Reid’s history of Jewish Greene County comes up to the present, with the Yellow Springs Havurah, which is active to this day.

Eastern European Jews took the lead
In all the small Jewish communities in Ohio that Reid has researched, he says, German Jewish families lived there early on, but it was the great wave of Jews of Eastern Europe — who began arriving in America in the early 1880s — who provided the numbers to start viable Jewish organizations.

“Xenia is an example of that. We do have early German Jewish families. Xenia just barely got to the size of having in the 1910s a local community that was formal,” Reid says. “But at least in Xenia, it was never quite large enough to be sustainable.”

The full list of Reid’s histories of small Ohio Jewish communities comprises Ashtabula County, Athens County, Chillicothe, Coshocton, Fremont, Greene County, Lancaster, Newark, New Philadelphia, Portsmouth, Steubenville/Weirton, the Upper Miami Valley, and Zanesville. He’s also written a history of the Jews of West Virginia.

“You had these layleaders with maybe just a little more — compared with their peers, perhaps — knowledge of the religious laws and they really just carried these communities. They’d have occasional itinerant rabbis who would come through and maybe do more formal instruction, but it really was just the laypeople.”

1822 map of Ohio. LOC.

He’s now finishing up his histories of Mansfield and Massillon, Ohio. Reid started writing about Mansfield because he heard its one Jewish congregation is moving from its 44-year-old building. “There, it was nice for some of the congregants to reflect on their memories.”

The largest of the Ohio Jewish communities he’s written about was Steubenville/Weirton, which at one time had about 1,000 Jews. The oldest he’s written about is Chillicothe; its first-known Jews date to the 1830s.

With most communities he’s written about, he knows of at least one Jewish family still living there.

“But some of the places, indeed, have not had organized Jewish life there in several decades,” he says. “One example is New Philadelphia, Ohio. The congregation there closed in the ’60s, but there are still Jewish families there.”

Outsized contributions
He was surprised to find that in a lot of these small towns, Jews served in public office well before 1900.
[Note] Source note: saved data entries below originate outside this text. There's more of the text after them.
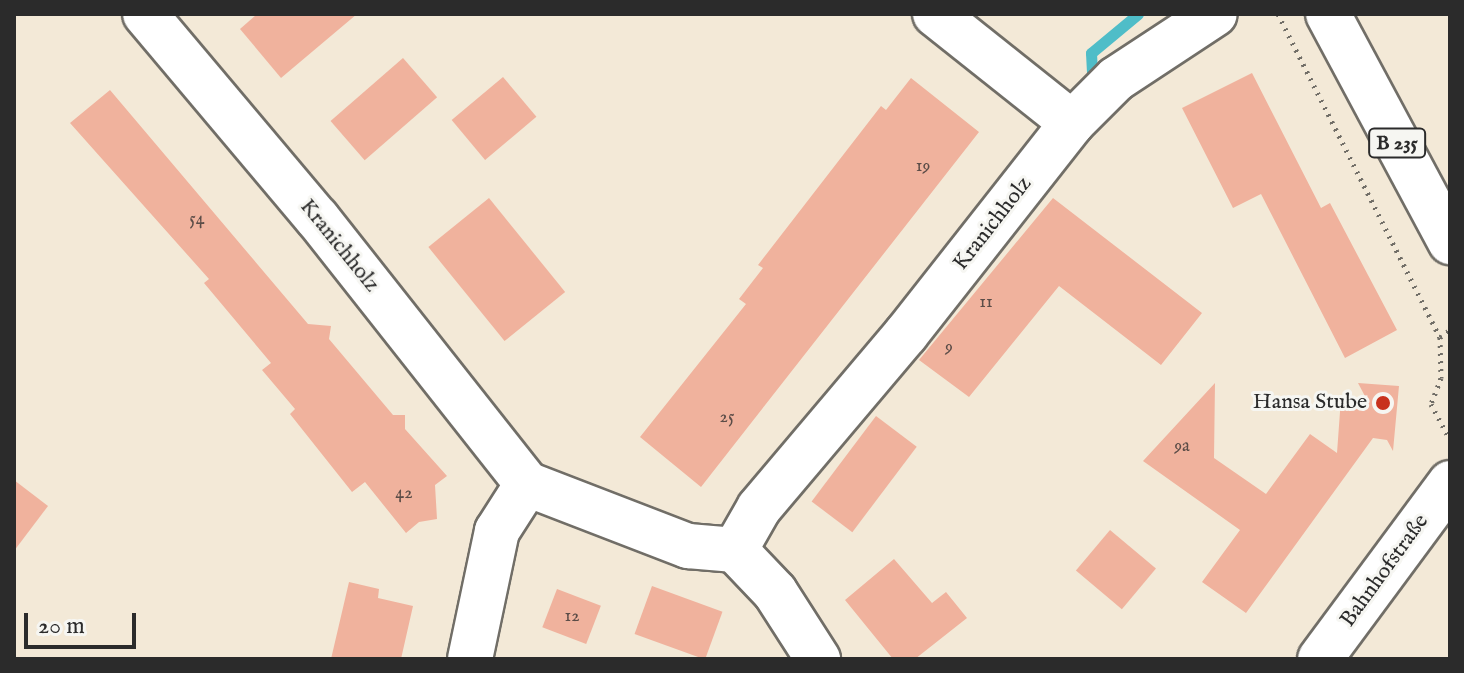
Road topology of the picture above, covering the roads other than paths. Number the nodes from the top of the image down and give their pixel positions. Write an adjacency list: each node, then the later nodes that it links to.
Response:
1 (145, 14): 8 (street, Kranichholz)
2 (935, 14): 5 (street)
3 (1215, 14): 5 (street, Kranichholz)
4 (1328, 14): 6 (street, B 235)
5 (1072, 123): 9 (street, Kranichholz)
6 (1450, 242)
7 (1450, 483): 12 (street, Bahnhofstraße)
8 (527, 484): 9 (street); 10 (street)
9 (735, 550): 11 (street)
10 (470, 659)
11 (818, 659)
12 (1320, 659)

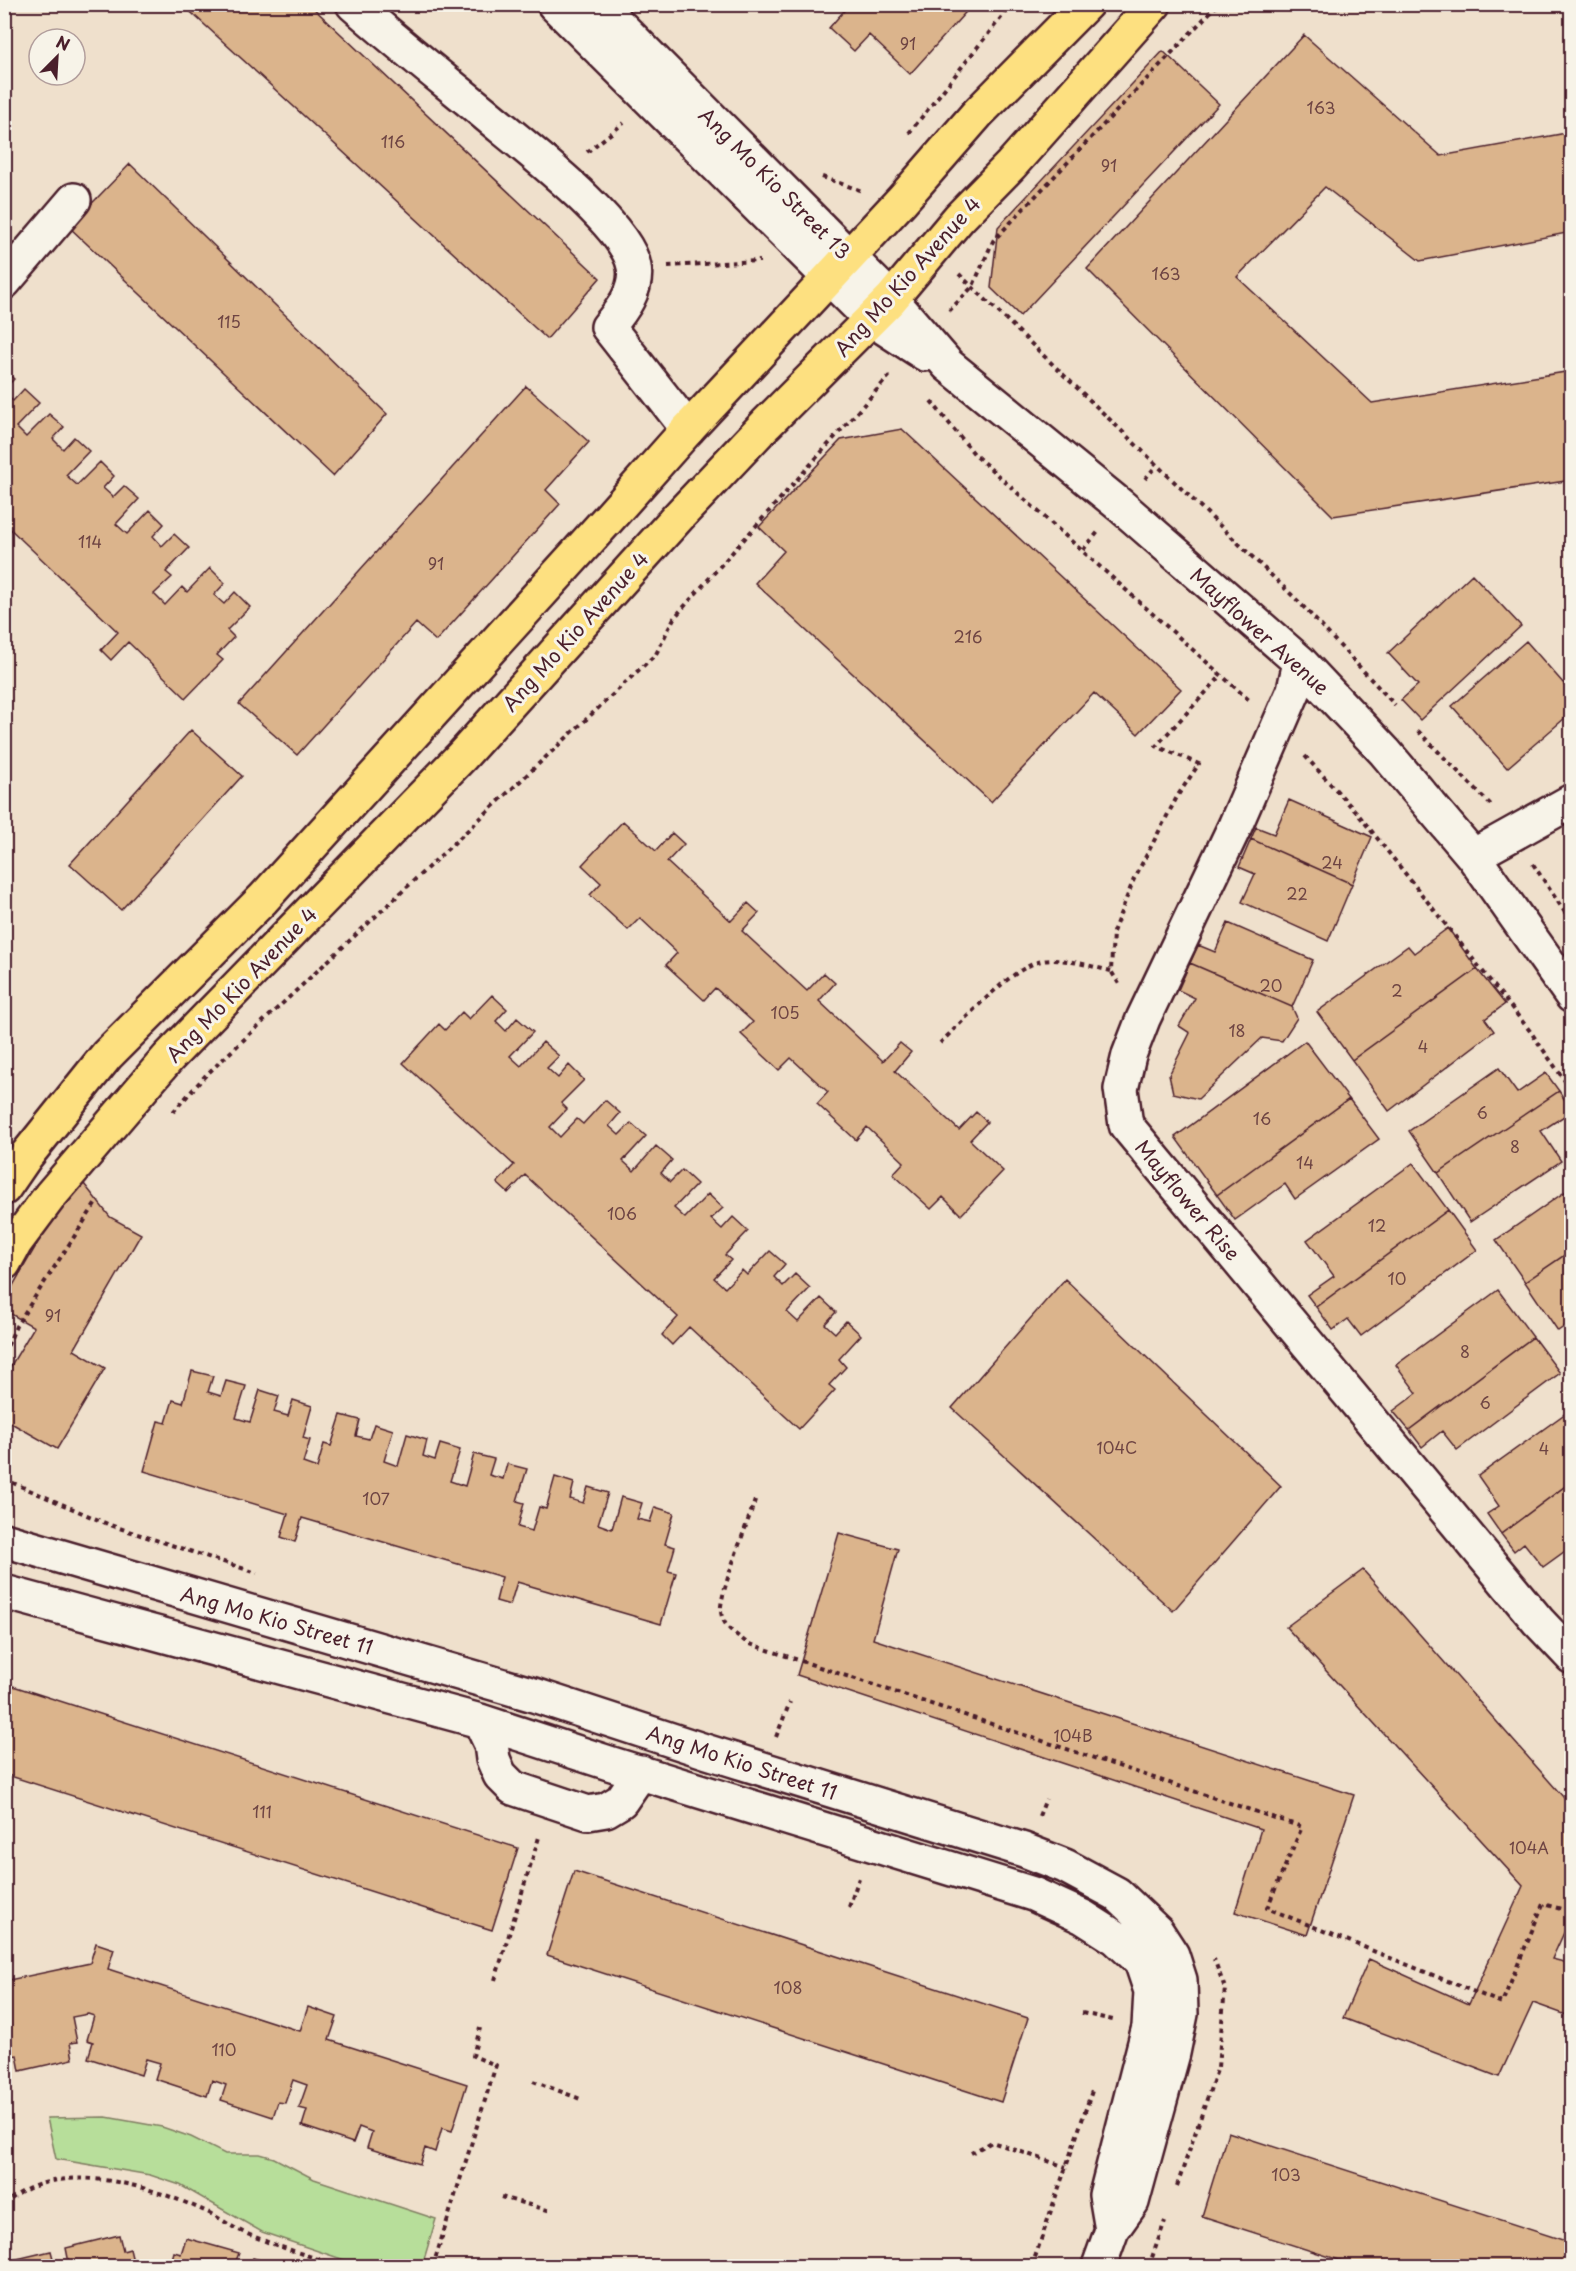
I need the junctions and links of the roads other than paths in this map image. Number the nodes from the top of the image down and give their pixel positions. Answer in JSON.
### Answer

“You had examples of playing important roles in secular organizations like the Masons or veterans’ groups, societies.”

He highlights those contributions to economic, social, and civil life in his histories.

“While the Jewish population of these communities has never been more than 1 percent or 1.5 percent, it’s an outsized influence on hospitals in the areas, the charitable societies in the areas, helping to organize fire departments, to raise money for orphanages.”

Reid says he took on this project for two reasons.

“One, I think the mitzvah of honoring the deceased is an important one. I volunteer with a burial society, a chevra kadisha, so this is probably a related value that informs why I volunteer with the chevra kadisha and why I do these stories.”

Austin Reid says Greene County has a long tradition of Jewish academics, particularly connected to Antioch College in Yellow Springs.

He also believes small-town Jewish communities played an important role in Judaism becoming a more mainstream religion in the United States.

“I think after World War II, we really saw that,” he says. “Judaism didn’t always have that insider status and perhaps now we’re seeing an increase in antisemitism. The existence of these small-town Jewish communities and the fact that Jewish life had a visible presence in so many places was important for people’s understanding of Jewish life. And with that absence, there aren’t these ways for people who aren’t Jewish to connect with this community, and in that absence, it’s a loss for these communities to not have that.”

Reid now lives in Pittsburgh. He says once he completes the two Ohio Jewish community histories he’s writing, he’ll work on filling in gaps on small Jewish communities in western Pennsylvania.

When asked if he has plans to compile his Ohio histories into a book, he says, “Perhaps someday I’ll try to tie together all the pieces. It will be a project for down the road.”

Eleven of Austin Reid’s local Ohio Jewish histories are posted at columbusjewishhistory.org/research/central-ohio-histories.